Для необыкновенности, которую собирался мастерить в тот вечер, он выбрал кусок березового наплыва, пахучий срез которого олохматила плотничья пила. И тут пискнула дверь, упреждая о позднем госте. Пчхов обернулся лишь тогда, когда тот робким покашливанием надоумился обнаружить свое присутствие.
— Ишь, расписной какой! — сказал Пчхов, оглядев гостя и не заметив в нем ничего предосудительного в смысле человекоподобия.
— Настоящее американское! — вежливо откланялся Фирсов, протискиваясь между печкой и каменным выступом стены.
— Ну, сыми свое американское… у меня не украдут, — пригласил хозяин, возвращаясь к прерванному занятию, а гость стряхнул калоши и демисезон, поогляделся и улыбнулся. («Честность и скрытность», — определил он, посматривая на пузатый, фасонный комод, выкрашенный в грубую масляную краску.)
— Не удивляетесь, что я этак врываюсь к вам?.. Векшин меня направил сюда… известен вам товарищ Векшин? — Он заволновался, ощутив на себе внимательную черноту пчховских зрачков, и приложил ладони к щекам, чтоб поостудить разыгравшийся румянец. — Я как-то в начале зимы заходил… чего смотрите, не узнаете?
— Дознаться про тебя желаю, про исподнее твое лицо.

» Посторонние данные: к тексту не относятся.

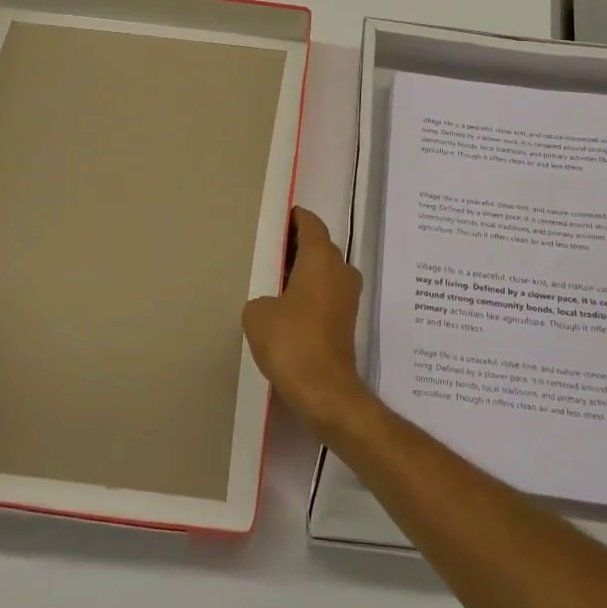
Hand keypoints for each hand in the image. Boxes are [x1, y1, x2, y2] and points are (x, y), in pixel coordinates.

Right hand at [242, 207, 374, 435]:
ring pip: (325, 272)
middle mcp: (341, 271)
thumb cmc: (290, 341)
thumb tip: (272, 303)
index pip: (311, 224)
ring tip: (276, 280)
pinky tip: (289, 308)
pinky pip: (327, 294)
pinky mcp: (347, 322)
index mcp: (321, 258)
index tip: (281, 218)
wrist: (324, 390)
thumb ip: (262, 297)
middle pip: (320, 247)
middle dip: (298, 246)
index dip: (296, 218)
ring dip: (305, 272)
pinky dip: (311, 293)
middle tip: (272, 249)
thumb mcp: (257, 313)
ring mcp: (348, 297)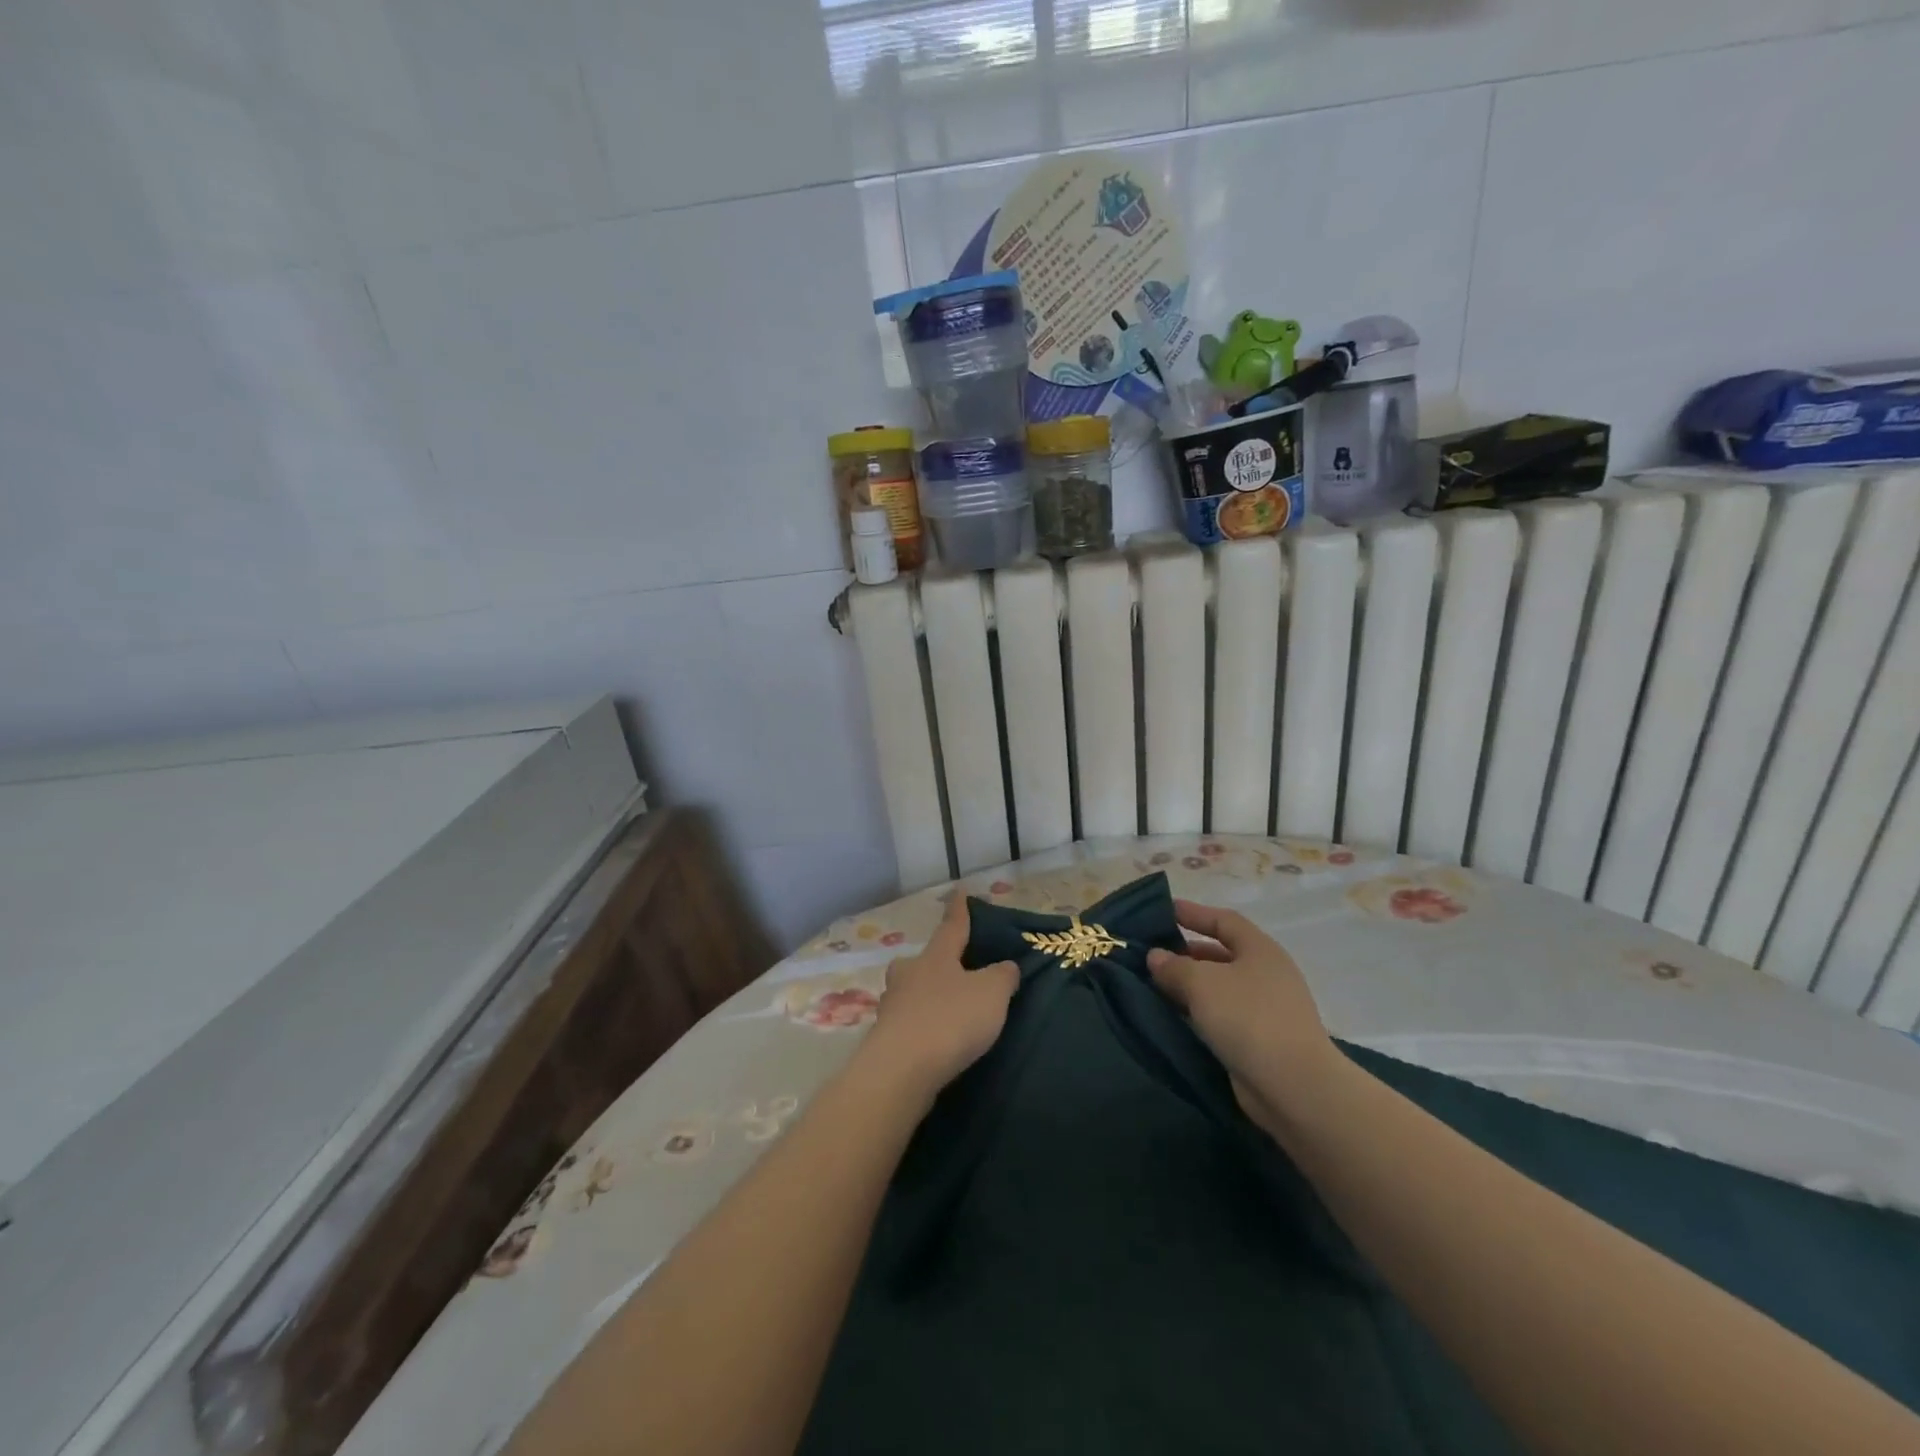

Ты партейный, что ли?
— Не-ет, я просто так… — И Фирсов виновато погладил небритые щеки.
В тишине обалдело моталась маятникова голова, норовя оторваться от своего жестяного туловища.
— Морозит нонче или снег идет?.. Когда лета сухая, завсегда снегу много.
— Да нет, снег не идет. Э, кошка! — заметил Фирсов зевая, когда та потерлась об его ноги.
— Соседская! — опередил Пчхов. — Кинь ей молочка… вон с подоконника возьми.
Исполнив просьбу хозяина, Фирсов счел себя вправе и закурить и спросить об имени дерева, густая краснота которого перебегала кое-где в черноту запекшейся крови.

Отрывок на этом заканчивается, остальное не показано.